Print, exactly and completely, every entry in the data.

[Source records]

☆ ☆ ☆

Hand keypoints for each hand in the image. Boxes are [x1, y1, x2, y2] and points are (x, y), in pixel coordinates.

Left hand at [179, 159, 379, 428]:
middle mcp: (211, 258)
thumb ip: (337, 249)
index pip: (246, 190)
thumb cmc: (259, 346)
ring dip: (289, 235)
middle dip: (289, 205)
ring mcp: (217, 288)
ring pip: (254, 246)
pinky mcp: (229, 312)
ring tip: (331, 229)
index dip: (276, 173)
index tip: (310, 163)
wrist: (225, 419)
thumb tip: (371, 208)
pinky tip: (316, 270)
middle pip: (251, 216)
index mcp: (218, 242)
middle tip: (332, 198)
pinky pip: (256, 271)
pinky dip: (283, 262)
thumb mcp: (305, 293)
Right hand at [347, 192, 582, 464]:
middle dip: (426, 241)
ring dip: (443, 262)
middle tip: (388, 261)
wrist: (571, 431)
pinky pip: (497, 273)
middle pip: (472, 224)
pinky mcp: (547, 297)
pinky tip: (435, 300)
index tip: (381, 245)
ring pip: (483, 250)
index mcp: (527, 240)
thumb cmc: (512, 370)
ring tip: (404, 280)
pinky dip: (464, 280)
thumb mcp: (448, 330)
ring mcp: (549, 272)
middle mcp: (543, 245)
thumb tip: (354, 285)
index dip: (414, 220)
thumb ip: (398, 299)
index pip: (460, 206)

☆ ☆ ☆

→ **RESPONSE TO THIS TASK**:
Hand keypoints for each hand in the image. Boxes are [x1, y1, x2, y2] and points are (x, y), in pixel coordinates.

Left hand at [179, 159, 379, 428]:
middle mcp: (211, 258)
thumb ip: (337, 249)
index pip: (246, 190)
thumb cmc: (259, 346)
ring dip: (289, 235)
middle dip: (289, 205)
ring mcp: (217, 288)
ring pip: (254, 246)
pinky mcp: (229, 312)
ring tip: (331, 229)
index dip: (276, 173)
index tip: (310, 163)
wrist: (225, 419)
thumb tip: (371, 208)
pinky tip: (316, 270)
middle pip: (251, 216)
index mcp: (218, 242)
middle tip: (332, 198)
pinky pip: (256, 271)
pinky dip: (283, 262)
thumb mcp: (305, 293)
Right hand at [347, 192, 582, 464]:
middle dip: (426, 241)
ring dip: (443, 262)
middle tip: (388, 261)
wrist: (571, 431)
pinky pip: (497, 273)
middle pip: (472, 224)
pinky mcp: (547, 297)
pinky tip: (435, 300)
index tip: (381, 245)
ring pip: (483, 250)
index mcp: (527, 240)
thumb cmc: (512, 370)
ring tip: (404, 280)
pinky dip: (464, 280)
thumb mcp: (448, 330)
ring mcp: (549, 272)
middle mcp: (543, 245)
thumb tip: (354, 285)
index dip: (414, 220)
thumb ip: (398, 299)
index pip: (460, 206)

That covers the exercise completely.